◆ What needs to be done ◆
If a line in the data holds the string "Gibson", list it.

□ □ □ □

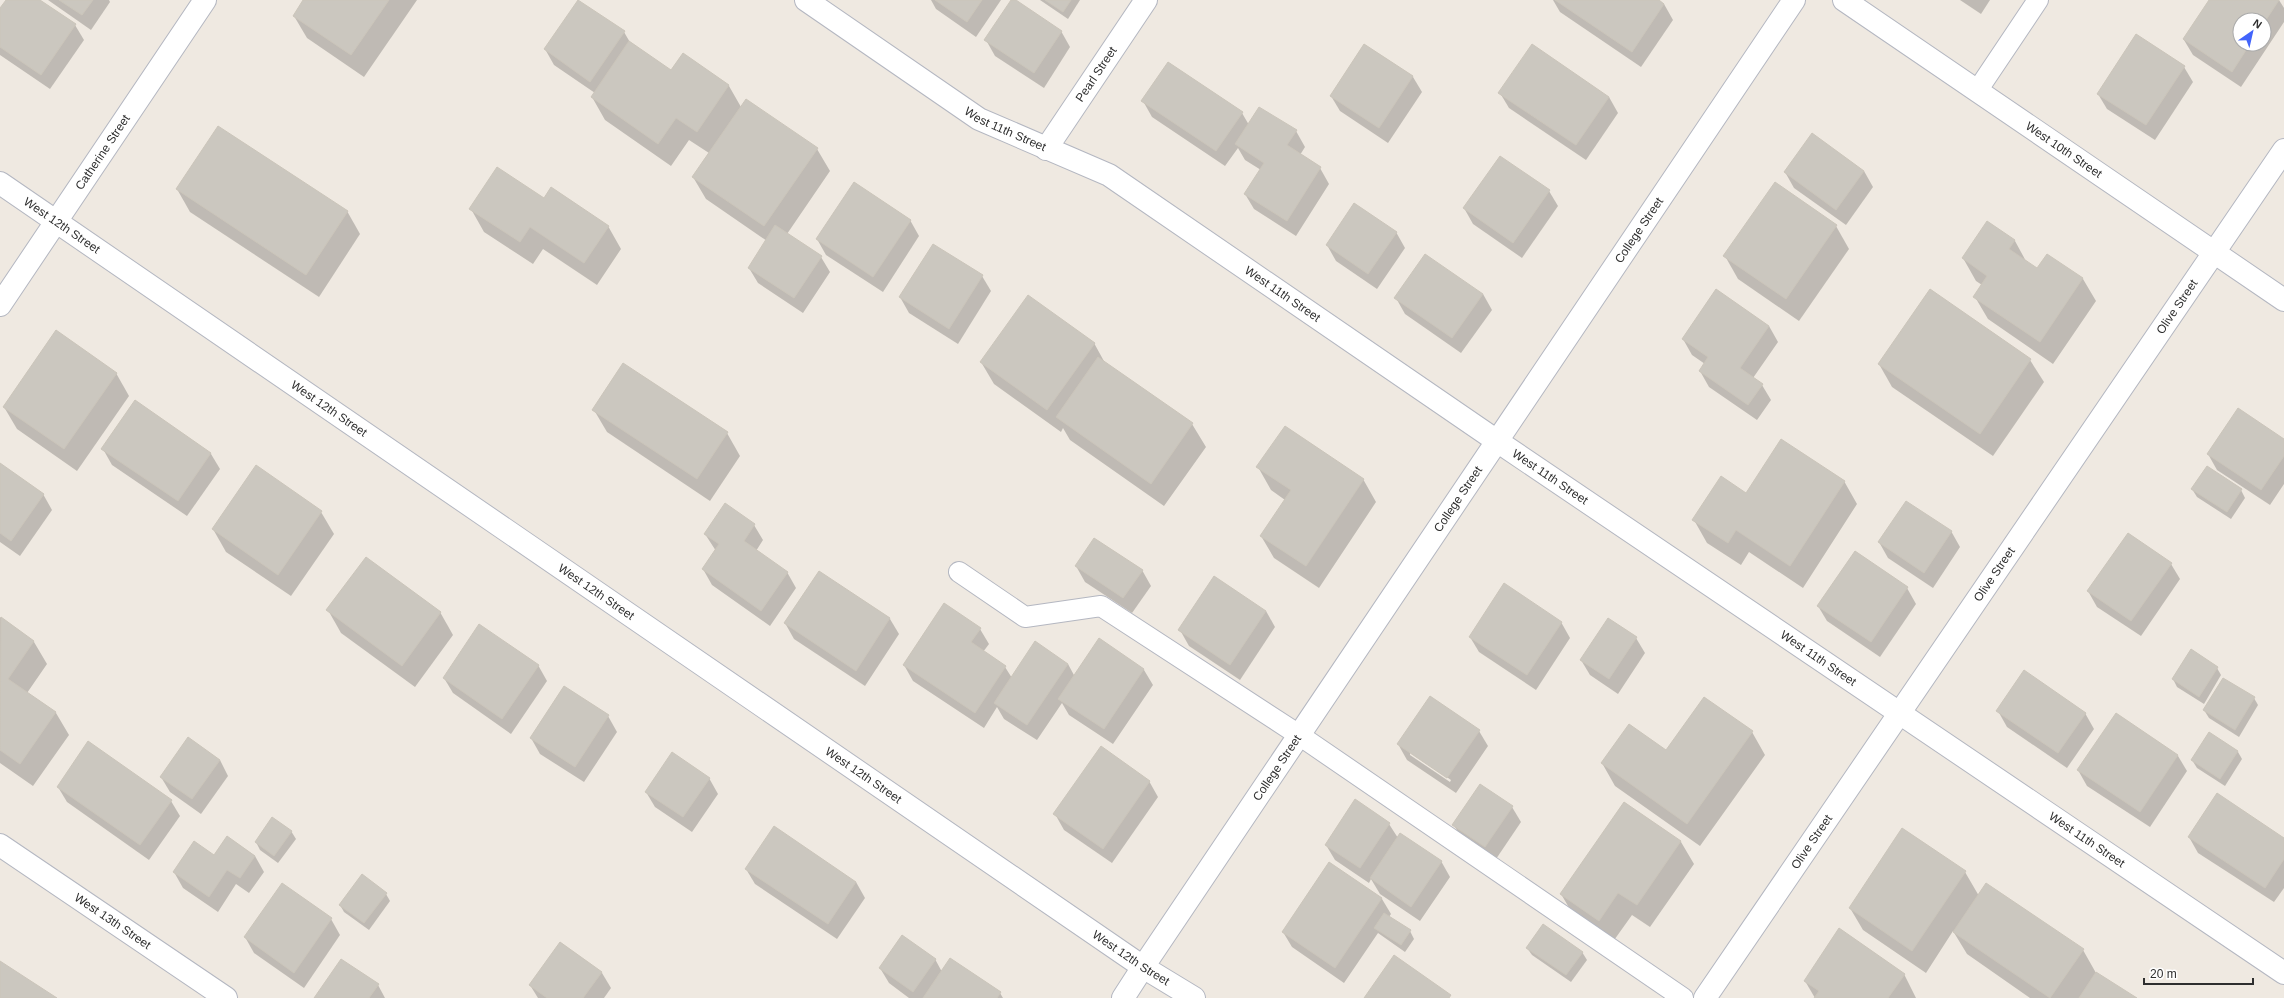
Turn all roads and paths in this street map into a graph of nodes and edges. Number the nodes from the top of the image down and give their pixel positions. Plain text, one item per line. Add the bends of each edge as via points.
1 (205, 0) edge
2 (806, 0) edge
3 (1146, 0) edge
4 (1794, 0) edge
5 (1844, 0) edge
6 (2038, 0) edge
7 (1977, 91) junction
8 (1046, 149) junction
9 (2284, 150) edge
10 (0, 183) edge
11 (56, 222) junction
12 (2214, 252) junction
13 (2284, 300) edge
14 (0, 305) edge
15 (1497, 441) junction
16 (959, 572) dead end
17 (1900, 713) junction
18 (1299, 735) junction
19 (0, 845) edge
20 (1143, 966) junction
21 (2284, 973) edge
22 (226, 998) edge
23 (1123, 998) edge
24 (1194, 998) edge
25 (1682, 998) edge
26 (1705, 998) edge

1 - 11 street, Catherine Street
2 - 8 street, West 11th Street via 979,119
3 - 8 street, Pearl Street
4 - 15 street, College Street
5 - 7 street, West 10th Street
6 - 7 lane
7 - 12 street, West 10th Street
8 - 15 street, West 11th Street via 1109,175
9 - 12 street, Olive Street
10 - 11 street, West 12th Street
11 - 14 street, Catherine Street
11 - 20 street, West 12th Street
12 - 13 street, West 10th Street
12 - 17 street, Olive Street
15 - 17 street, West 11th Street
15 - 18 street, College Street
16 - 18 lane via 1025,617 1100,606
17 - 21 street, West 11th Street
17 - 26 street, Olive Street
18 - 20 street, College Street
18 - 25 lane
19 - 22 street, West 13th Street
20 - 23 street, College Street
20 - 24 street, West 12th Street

□ □ □ □

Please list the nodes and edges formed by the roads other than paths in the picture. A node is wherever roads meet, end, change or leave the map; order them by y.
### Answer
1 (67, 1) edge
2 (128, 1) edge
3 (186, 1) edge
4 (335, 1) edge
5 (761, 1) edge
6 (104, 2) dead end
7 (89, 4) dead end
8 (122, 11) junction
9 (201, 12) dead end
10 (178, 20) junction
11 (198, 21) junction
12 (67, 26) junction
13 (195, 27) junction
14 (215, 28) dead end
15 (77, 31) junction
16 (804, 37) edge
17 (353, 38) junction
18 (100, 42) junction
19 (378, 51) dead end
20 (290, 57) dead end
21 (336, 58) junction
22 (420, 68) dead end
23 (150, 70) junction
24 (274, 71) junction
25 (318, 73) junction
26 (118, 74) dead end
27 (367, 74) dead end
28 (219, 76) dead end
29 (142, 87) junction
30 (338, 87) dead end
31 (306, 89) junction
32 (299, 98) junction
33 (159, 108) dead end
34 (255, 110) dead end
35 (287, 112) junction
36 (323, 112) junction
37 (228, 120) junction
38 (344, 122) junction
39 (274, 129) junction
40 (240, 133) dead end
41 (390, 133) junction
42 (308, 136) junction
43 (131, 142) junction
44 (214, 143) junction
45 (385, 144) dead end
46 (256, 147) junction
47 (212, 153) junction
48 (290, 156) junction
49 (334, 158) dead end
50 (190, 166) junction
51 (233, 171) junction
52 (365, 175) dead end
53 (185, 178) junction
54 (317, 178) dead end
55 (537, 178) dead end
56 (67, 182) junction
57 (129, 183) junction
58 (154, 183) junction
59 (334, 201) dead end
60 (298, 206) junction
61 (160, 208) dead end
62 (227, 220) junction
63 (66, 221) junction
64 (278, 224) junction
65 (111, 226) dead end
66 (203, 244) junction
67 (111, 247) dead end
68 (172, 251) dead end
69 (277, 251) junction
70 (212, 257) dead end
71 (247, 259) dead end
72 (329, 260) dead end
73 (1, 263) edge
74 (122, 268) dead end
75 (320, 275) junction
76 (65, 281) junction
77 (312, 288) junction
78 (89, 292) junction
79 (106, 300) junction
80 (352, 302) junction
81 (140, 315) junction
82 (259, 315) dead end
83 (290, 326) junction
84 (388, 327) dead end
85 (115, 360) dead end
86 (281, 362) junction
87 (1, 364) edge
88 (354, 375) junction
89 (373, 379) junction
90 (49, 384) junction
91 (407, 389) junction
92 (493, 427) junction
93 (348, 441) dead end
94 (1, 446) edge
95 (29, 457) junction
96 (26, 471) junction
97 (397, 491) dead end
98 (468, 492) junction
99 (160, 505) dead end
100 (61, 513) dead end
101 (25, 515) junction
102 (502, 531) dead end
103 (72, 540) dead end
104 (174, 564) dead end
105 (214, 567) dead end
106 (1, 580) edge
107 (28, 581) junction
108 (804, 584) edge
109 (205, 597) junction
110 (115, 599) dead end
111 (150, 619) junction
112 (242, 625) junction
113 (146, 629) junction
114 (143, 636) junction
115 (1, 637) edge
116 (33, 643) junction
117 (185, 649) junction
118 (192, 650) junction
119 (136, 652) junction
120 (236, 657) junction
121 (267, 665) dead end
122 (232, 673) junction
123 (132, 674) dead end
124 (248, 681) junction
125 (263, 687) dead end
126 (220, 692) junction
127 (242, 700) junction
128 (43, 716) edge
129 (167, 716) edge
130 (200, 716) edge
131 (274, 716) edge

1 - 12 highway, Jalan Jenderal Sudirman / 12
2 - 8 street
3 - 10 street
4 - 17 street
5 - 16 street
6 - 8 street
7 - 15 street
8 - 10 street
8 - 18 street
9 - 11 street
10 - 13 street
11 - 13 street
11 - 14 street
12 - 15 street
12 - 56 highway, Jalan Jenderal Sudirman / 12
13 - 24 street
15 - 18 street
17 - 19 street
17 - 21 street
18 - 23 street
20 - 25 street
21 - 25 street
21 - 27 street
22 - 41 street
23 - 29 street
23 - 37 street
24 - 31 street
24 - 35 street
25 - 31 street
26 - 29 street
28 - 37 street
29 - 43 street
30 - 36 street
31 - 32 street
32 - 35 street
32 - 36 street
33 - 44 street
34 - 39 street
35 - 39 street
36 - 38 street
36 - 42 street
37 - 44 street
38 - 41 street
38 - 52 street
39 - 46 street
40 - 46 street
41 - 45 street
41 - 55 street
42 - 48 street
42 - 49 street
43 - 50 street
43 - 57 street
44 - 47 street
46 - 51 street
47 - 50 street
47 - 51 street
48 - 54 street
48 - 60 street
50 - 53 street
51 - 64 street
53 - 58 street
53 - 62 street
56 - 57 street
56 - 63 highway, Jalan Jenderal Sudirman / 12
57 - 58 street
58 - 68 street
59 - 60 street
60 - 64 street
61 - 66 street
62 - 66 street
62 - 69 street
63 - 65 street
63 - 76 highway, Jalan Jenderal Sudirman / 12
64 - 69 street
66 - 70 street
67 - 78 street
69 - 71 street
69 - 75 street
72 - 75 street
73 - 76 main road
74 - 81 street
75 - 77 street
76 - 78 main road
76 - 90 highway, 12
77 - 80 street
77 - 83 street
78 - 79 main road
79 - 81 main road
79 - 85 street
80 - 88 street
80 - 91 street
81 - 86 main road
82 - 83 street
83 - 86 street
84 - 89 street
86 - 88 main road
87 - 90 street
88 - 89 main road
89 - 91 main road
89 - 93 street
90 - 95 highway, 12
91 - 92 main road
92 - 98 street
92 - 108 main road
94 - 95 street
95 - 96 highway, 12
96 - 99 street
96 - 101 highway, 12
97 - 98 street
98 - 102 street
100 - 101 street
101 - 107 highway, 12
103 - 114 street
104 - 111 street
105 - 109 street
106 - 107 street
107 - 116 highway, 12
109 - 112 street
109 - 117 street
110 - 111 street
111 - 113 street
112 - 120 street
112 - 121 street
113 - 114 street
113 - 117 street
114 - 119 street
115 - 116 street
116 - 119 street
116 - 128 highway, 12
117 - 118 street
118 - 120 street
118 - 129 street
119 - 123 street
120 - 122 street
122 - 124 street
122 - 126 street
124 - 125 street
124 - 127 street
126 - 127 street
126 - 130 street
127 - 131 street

□ □ □ □

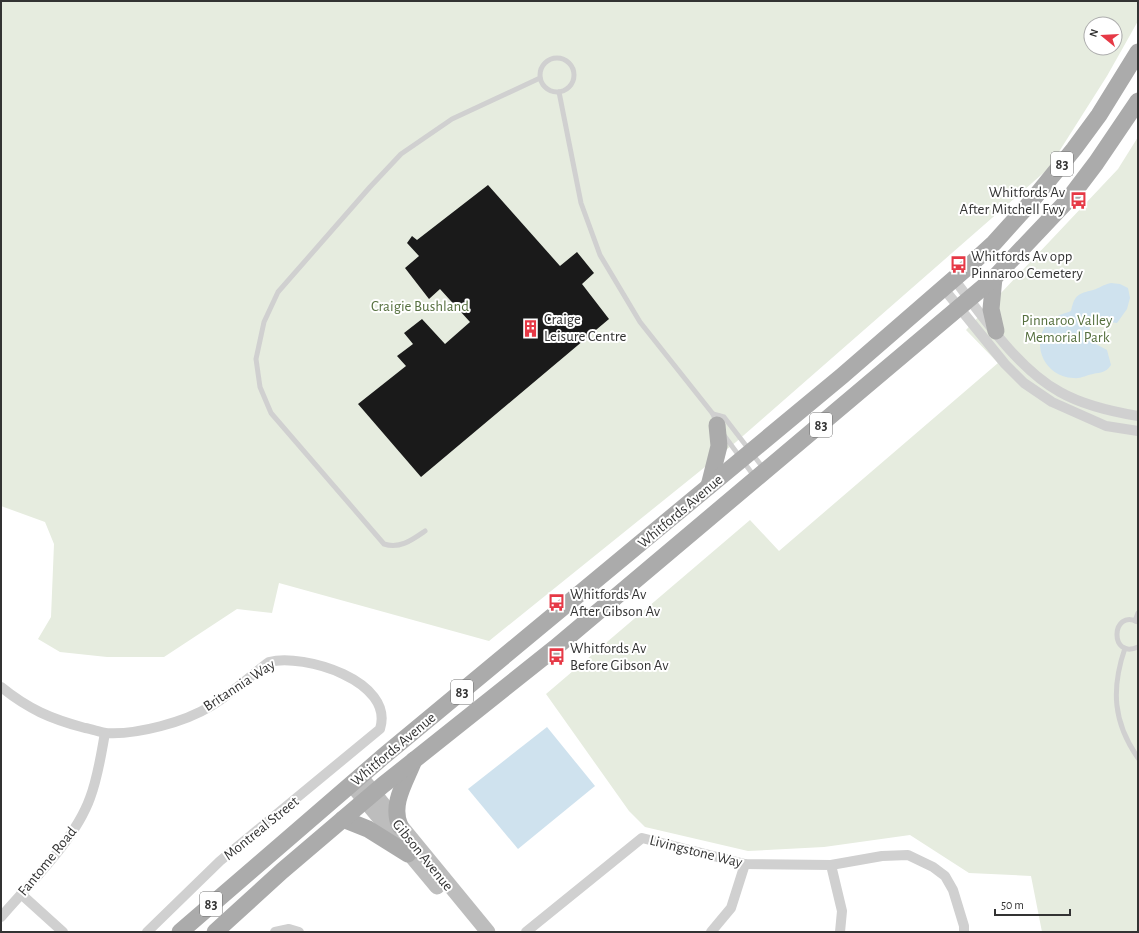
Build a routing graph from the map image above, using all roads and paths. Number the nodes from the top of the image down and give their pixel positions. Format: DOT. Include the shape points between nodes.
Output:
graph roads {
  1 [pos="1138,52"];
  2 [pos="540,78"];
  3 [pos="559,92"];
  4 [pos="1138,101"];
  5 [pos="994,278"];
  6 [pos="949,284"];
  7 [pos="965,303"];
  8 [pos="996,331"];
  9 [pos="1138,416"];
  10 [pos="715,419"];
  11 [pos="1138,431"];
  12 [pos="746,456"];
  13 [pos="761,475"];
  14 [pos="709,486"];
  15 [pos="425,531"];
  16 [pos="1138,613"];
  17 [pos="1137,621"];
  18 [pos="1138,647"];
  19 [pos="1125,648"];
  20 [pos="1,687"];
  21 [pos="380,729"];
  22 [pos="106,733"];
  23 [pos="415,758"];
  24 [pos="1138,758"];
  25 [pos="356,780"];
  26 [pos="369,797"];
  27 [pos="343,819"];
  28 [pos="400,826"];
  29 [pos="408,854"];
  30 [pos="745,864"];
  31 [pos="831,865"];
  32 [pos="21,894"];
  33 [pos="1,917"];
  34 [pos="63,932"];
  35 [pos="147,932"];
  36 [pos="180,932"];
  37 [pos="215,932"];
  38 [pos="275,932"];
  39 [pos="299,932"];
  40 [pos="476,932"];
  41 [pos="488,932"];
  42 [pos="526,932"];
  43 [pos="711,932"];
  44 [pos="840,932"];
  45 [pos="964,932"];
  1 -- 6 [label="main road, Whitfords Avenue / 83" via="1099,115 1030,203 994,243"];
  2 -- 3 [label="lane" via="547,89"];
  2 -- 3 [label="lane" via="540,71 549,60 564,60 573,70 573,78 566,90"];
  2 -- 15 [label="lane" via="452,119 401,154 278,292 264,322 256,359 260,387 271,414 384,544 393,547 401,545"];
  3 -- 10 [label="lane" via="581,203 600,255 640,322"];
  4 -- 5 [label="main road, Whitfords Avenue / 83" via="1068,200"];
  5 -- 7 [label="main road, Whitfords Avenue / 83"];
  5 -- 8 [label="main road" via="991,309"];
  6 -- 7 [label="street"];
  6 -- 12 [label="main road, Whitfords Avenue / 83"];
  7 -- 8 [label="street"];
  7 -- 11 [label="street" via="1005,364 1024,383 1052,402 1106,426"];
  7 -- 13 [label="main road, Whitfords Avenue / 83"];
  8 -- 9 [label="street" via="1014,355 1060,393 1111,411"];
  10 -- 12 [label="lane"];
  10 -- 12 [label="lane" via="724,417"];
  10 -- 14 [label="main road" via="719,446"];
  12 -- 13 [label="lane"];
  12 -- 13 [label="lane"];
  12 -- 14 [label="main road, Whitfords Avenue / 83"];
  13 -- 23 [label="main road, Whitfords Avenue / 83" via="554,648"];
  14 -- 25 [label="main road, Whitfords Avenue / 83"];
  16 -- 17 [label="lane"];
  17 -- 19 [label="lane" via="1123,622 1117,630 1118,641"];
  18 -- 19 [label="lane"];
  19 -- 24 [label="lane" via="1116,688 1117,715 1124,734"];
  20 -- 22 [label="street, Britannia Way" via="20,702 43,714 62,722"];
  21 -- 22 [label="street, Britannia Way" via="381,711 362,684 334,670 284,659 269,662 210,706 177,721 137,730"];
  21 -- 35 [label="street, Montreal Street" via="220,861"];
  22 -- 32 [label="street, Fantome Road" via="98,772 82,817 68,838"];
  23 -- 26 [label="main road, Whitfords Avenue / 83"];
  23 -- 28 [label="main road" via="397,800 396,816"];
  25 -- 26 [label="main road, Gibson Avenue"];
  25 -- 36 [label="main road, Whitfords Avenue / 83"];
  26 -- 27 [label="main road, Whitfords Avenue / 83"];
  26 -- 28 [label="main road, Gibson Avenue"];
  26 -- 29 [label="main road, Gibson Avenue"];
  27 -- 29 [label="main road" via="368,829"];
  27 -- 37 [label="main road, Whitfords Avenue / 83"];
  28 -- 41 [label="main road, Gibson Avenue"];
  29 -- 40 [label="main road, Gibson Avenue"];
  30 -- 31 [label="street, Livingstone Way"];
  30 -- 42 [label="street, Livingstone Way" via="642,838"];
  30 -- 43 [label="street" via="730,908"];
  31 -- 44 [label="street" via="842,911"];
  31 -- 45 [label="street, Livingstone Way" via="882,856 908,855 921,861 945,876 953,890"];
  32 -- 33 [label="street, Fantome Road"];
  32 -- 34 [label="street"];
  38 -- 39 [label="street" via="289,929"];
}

□ □ □ □

◆ Task solution ◆
  25 -- 26 [label="main road, Gibson Avenue"];
  26 -- 28 [label="main road, Gibson Avenue"];
  26 -- 29 [label="main road, Gibson Avenue"];
  28 -- 41 [label="main road, Gibson Avenue"];
  29 -- 40 [label="main road, Gibson Avenue"];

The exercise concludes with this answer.